— “Qué ingenuo eres. Ella solo te cuida para ganarse a papá. Es solo una madrastra.”
Me llenaban la cabeza de sospechas, diciéndome que no me dejara engañar. En ese entonces, les creí.
Hubo una vez que incluso le corté su ropa como forma de rebeldía. Pero la vi llorando sola en su cuarto… y yo también lloré.
A medida que crecí, me di cuenta de que, aunque no llevábamos la misma sangre, ella me trataba mejor que muchas madres biológicas. Así que decidí dejar de hacer caso a mis hermanos y empecé a tratarla como lo que era para mí: una madre. La llamaba “mamá Cham”.
Una vez, vi a mi padre abrazándola, consolándola, diciéndole que tuviera paciencia con sus hijos porque aún no superaban la muerte de su madre. Ella solo asentía, limpiando sus lágrimas. Nunca gritó, nunca levantó la mano, aunque mis hermanos la insultaran. Tal vez por eso se aprovecharon más de su bondad.
Con el tiempo, mis hermanos se casaron y se mudaron. Solo quedábamos en casa papá, mamá Cham y yo.

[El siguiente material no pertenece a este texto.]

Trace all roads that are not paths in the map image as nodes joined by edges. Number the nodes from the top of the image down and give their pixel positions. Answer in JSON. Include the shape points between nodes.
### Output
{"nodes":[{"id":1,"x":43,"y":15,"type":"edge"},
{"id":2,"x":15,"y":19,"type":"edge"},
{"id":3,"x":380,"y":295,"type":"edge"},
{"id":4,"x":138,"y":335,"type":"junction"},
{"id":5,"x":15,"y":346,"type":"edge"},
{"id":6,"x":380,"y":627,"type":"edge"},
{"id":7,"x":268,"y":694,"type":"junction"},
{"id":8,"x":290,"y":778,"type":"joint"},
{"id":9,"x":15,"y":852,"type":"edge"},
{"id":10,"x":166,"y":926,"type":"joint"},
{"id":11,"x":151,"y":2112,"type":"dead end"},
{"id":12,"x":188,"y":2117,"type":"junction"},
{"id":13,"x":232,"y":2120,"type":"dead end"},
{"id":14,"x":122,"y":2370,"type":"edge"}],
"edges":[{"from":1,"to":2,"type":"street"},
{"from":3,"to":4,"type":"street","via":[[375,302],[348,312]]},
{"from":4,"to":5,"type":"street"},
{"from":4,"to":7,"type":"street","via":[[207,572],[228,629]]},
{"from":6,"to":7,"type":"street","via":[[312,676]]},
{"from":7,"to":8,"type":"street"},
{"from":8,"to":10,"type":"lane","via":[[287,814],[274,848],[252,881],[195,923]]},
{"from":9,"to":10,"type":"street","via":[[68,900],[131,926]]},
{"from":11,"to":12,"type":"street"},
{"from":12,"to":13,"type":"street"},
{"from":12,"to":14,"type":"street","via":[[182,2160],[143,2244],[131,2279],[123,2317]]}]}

A inicios de este año, la salud de papá empeoró. No sé qué fue lo que pasó, pero empezó a tratar a mamá Cham con frialdad, hablándole con dureza, como si la odiara.

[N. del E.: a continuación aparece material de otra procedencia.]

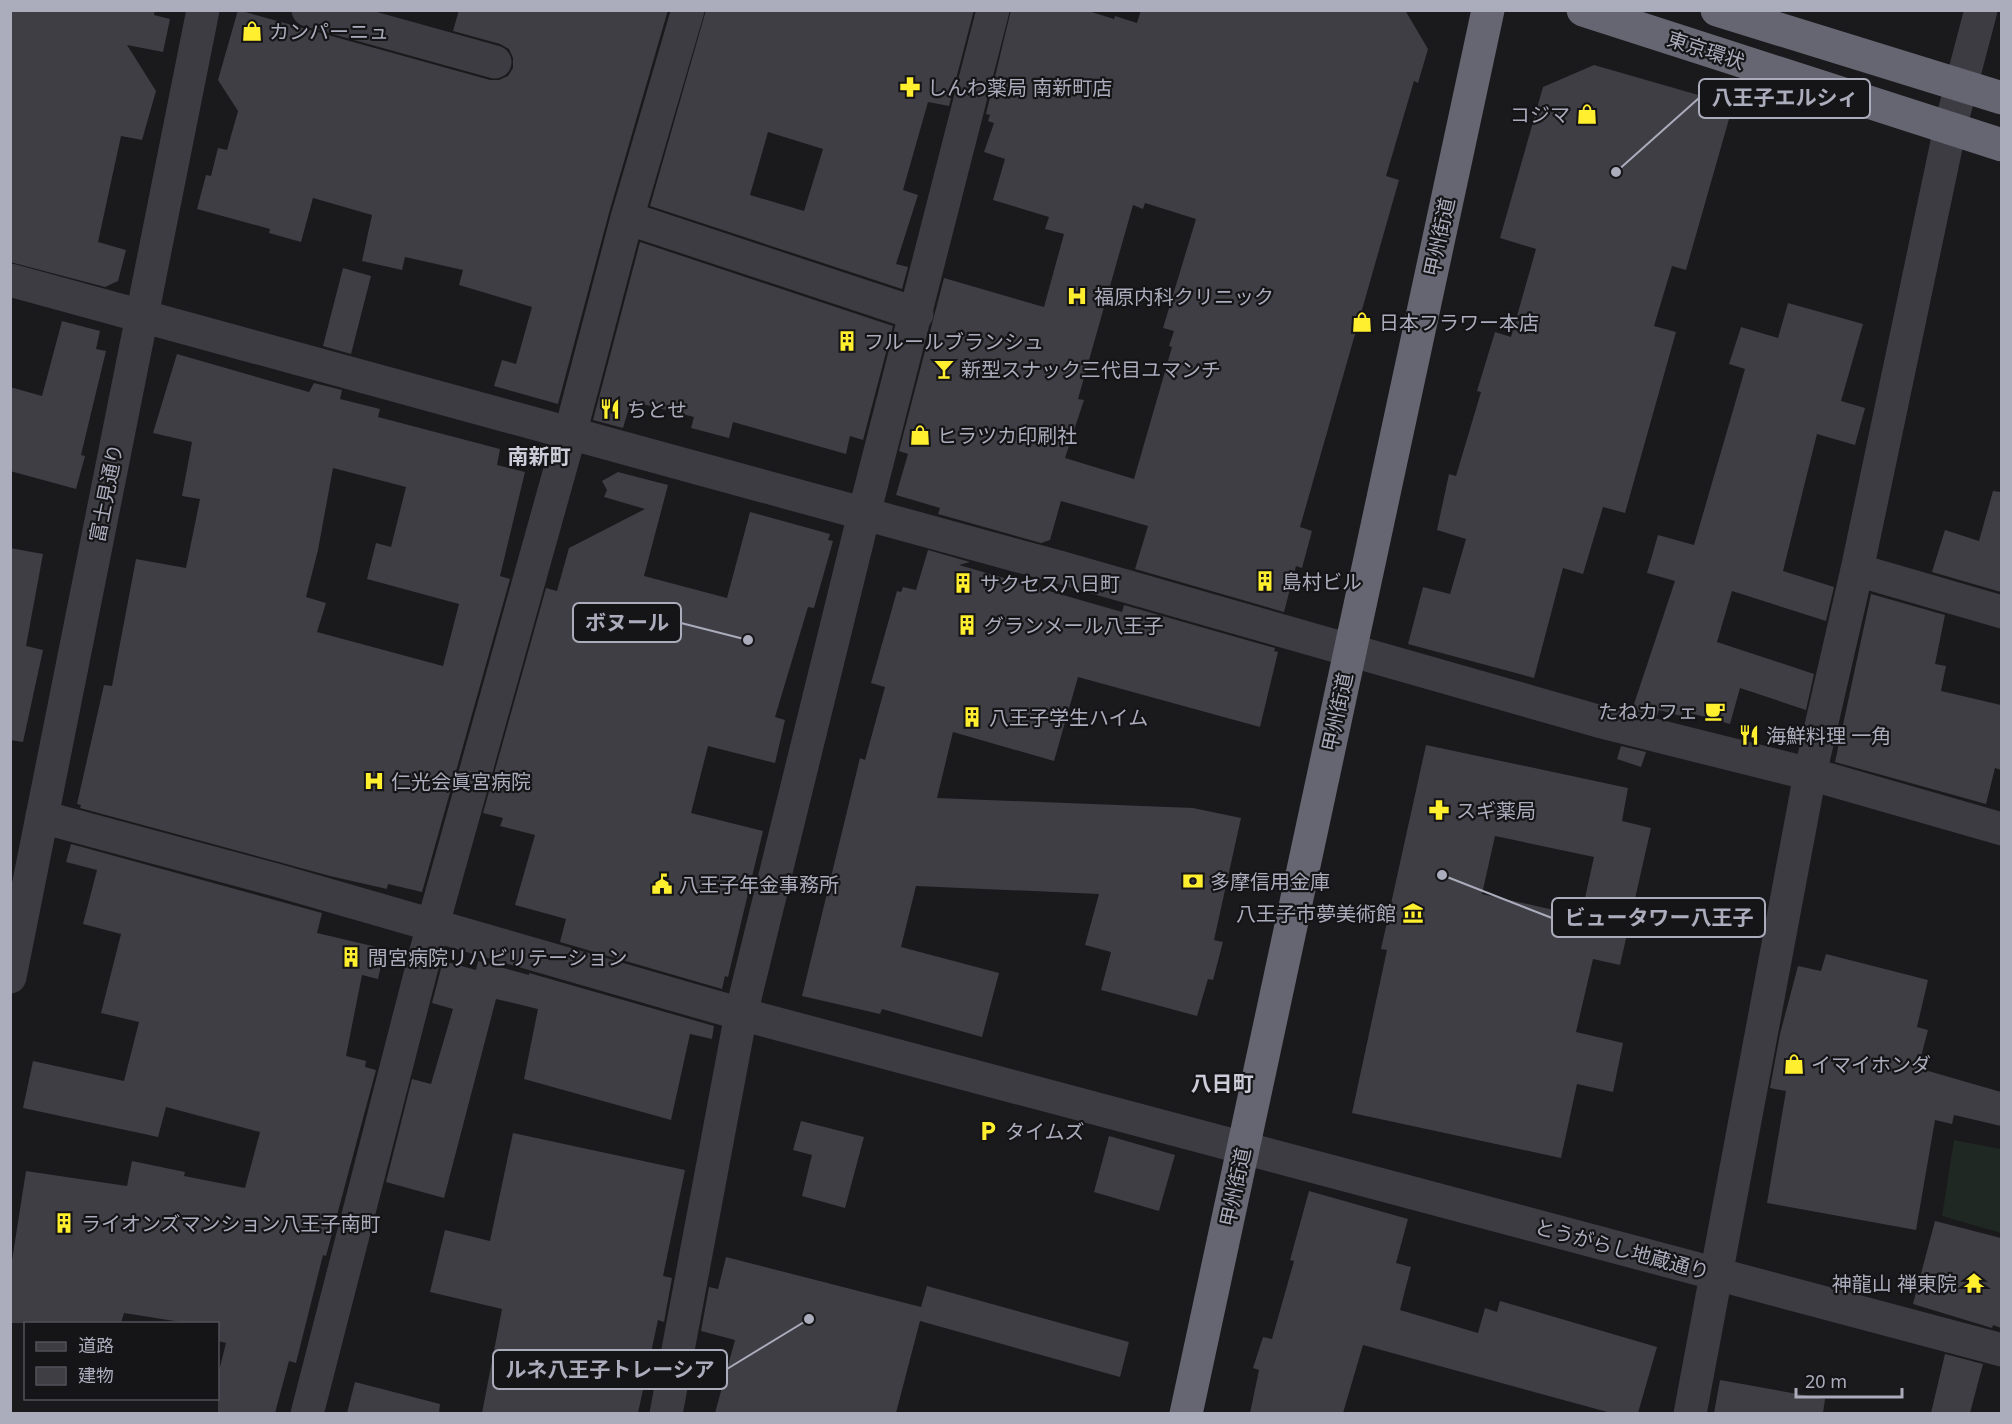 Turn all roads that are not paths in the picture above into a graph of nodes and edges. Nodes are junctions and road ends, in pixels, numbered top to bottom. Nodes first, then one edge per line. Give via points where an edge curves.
1 (203, 10) edge
2 (308, 10) edge
3 (688, 10) edge
4 (993, 10) edge
5 (1488, 10) edge
6 (1583, 10) edge
7 (1717, 10) edge
8 (1981, 10) edge
9 (495, 62) dead end
10 (1961, 86) junction
11 (2001, 98) edge
12 (1950, 128) junction
13 (2001, 145) edge
14 (627, 218) junction
15 (10, 280) edge
16 (917, 314) junction
17 (141, 316) junction
18 (570, 434) junction
19 (864, 513) junction
20 (1857, 570) junction
21 (2001, 612) edge
22 (1350, 650) junction
23 (1810, 774) junction
24 (42, 817) junction
25 (2001, 829) edge
26 (433, 924) junction
27 (11, 966) edge
28 (741, 1014) junction
29 (1243, 1148) junction
30 (1716, 1274) junction
31 (2001, 1350) edge
32 (307, 1413) edge
33 (666, 1413) edge
34 (1186, 1413) edge
35 (1690, 1413) edge

1 - 17 street, 富士見通り
2 - 9 street
3 - 14 street
4 - 16 street
5 - 22 highway, 甲州街道
6 - 12 highway, 東京環状
7 - 10 highway, 東京環状
8 - 10 street
10 - 11 highway, 東京環状
10 - 12 street
12 - 13 highway, 東京環状
12 - 20 street
14 - 16 street
14 - 18 street
15 - 17 street
16 - 19 street
17 - 18 street
17 - 24 street, 富士見通り
18 - 19 street
18 - 26 street
19 - 22 street
19 - 28 street
20 - 21 street
20 - 23 street
22 - 23 street via 1598,721
22 - 29 highway, 甲州街道
23 - 25 street
23 - 30 street
24 - 26 street, とうがらし地蔵通り
24 - 27 street, 富士見通り
26 - 28 street, とうがらし地蔵通り
26 - 32 street
28 - 29 street, とうがらし地蔵通り
28 - 33 street
29 - 30 street, とうがらし地蔵通り
29 - 34 highway, 甲州街道
30 - 31 street, とうがらし地蔵通り
30 - 35 street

Una vez, cuando mis hermanos vinieron con sus esposas e hijos, papá echó a mamá Cham de la casa delante de todos. Ella no dijo nada, solo se quedó esperando en silencio, con la esperanza de que papá se calmara.
El mes pasado, papá convocó a una reunión familiar. Yo fui el último en llegar por una junta inesperada. Al entrar en casa, noté la tensión en el ambiente. Mamá Cham empacaba sus cosas con prisa. Mi padre dijo con voz helada:
— “Desde hoy, tú y yo no tenemos nada que ver. Lárgate de mi vista y no me molestes más.”
Me asusté. Le pregunté qué pasaba, pero no me respondió. Ella solo me miró con una sonrisa triste y dijo:
— “No digas nada, hijo. Está bien. Me voy.”